TASK DESCRIPTION ▸ What lines below contain the word "edges"? Please pull each one out.

[Stored records]
++++++++++
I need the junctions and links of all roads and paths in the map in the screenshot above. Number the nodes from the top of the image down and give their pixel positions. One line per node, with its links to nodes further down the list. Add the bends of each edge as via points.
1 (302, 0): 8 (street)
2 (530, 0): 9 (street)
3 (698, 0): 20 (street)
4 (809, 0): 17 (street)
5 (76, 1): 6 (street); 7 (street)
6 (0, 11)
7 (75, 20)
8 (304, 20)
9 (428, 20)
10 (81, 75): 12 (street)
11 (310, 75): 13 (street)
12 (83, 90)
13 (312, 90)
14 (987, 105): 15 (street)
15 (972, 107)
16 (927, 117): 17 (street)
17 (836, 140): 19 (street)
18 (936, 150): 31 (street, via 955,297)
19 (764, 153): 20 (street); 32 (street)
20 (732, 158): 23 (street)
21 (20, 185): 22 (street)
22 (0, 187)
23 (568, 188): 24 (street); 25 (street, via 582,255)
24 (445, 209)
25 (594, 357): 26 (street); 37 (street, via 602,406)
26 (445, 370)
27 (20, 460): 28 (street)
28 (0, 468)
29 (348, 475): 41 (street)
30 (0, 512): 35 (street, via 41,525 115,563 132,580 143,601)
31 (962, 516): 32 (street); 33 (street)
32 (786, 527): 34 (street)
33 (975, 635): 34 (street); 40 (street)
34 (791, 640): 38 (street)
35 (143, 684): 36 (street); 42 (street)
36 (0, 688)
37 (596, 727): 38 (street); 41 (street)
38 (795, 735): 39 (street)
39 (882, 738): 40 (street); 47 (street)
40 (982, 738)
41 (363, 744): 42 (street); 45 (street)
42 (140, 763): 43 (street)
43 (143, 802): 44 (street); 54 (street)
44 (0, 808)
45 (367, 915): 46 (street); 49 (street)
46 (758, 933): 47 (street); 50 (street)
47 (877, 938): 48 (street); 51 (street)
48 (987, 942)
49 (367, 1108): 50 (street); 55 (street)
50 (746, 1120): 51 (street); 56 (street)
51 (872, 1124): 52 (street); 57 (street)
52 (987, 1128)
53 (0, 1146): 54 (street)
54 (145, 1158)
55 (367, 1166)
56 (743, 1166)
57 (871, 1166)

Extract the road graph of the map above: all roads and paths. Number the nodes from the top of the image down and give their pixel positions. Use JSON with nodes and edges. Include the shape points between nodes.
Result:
++++++++++
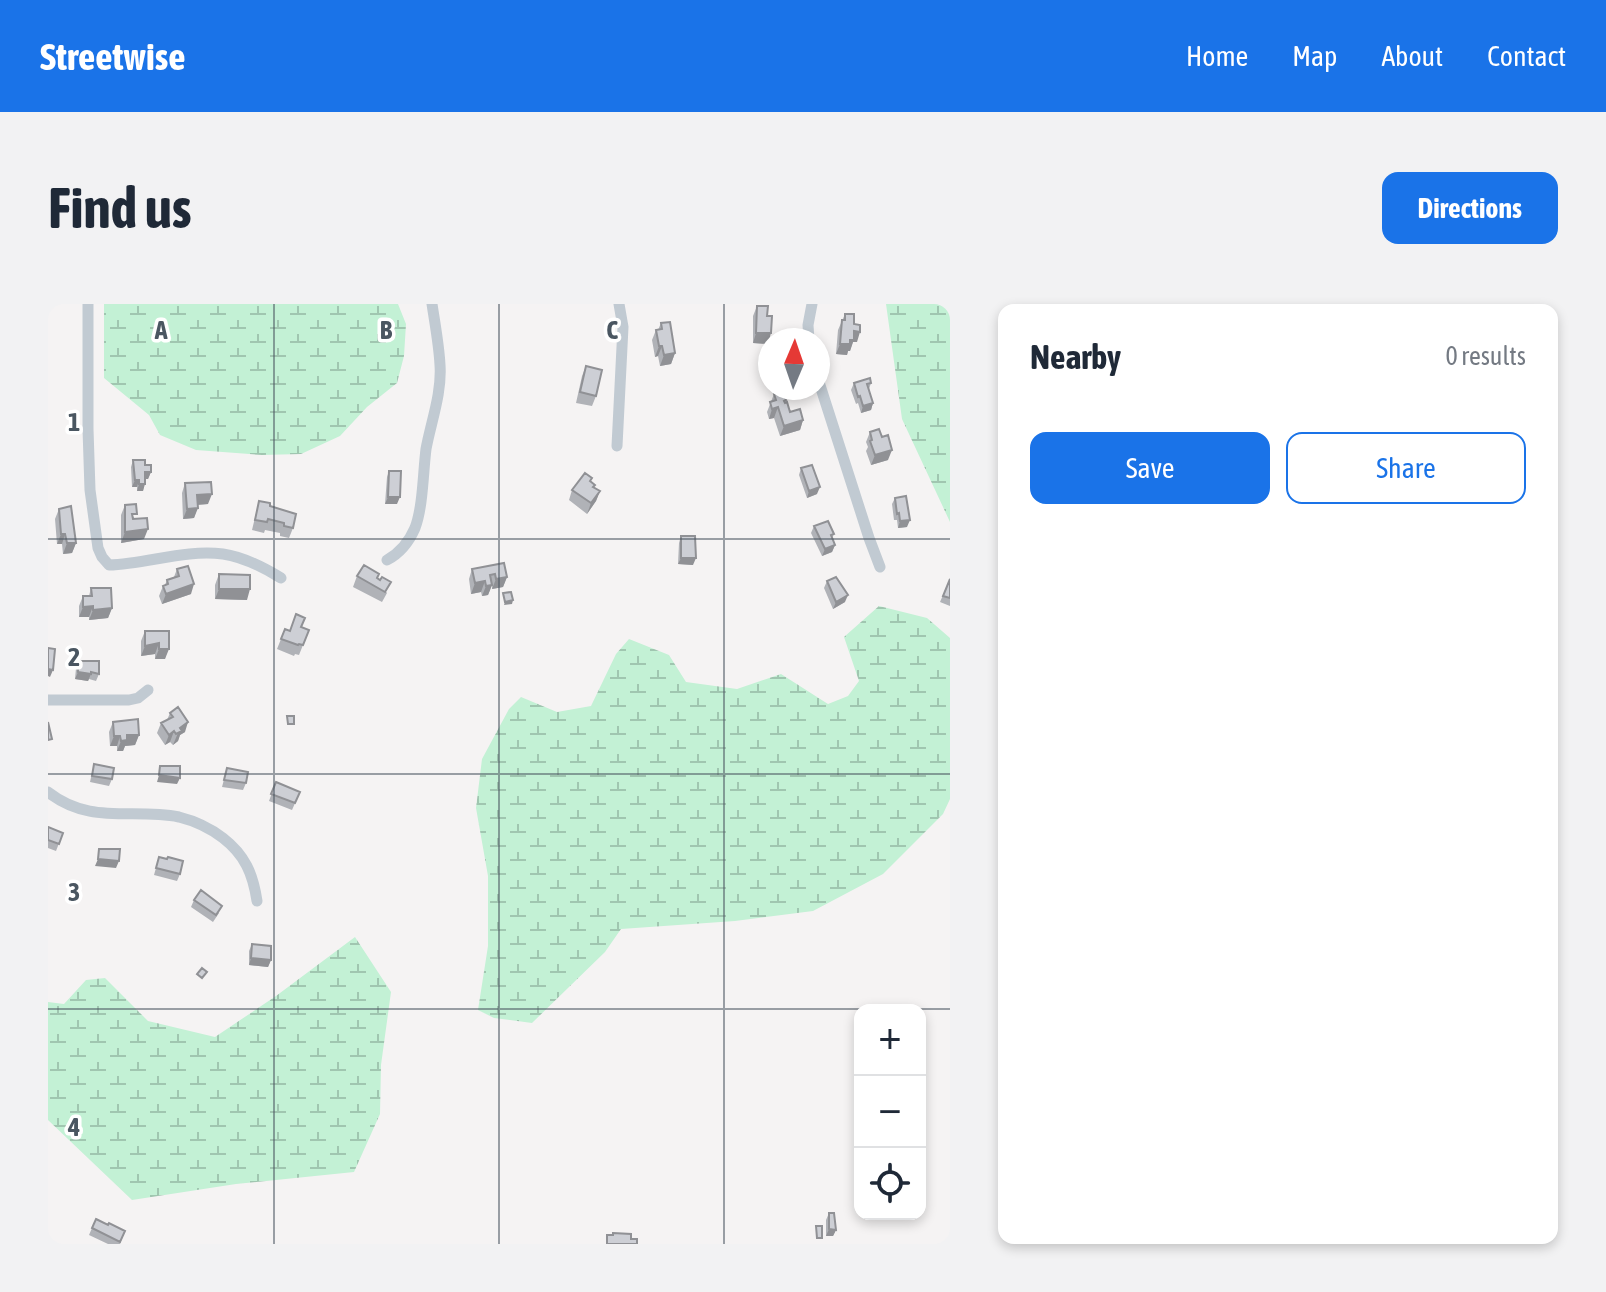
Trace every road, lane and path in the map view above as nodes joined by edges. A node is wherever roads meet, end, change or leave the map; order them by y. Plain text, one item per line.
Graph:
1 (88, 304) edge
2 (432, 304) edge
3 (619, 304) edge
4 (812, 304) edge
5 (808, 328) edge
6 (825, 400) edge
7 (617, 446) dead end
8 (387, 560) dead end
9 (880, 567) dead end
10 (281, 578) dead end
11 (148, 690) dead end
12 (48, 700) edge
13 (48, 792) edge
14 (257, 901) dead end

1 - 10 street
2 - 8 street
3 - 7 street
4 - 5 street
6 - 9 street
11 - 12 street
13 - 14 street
++++++++++
SOLUTION TO THIS EXERCISE ▸
Extract the road graph of the map above: all roads and paths. Number the nodes from the top of the image down and give their pixel positions. Use JSON with nodes and edges. Include the shape points between nodes.
Trace every road, lane and path in the map view above as nodes joined by edges. A node is wherever roads meet, end, change or leave the map; order them by y. Plain text, one item per line.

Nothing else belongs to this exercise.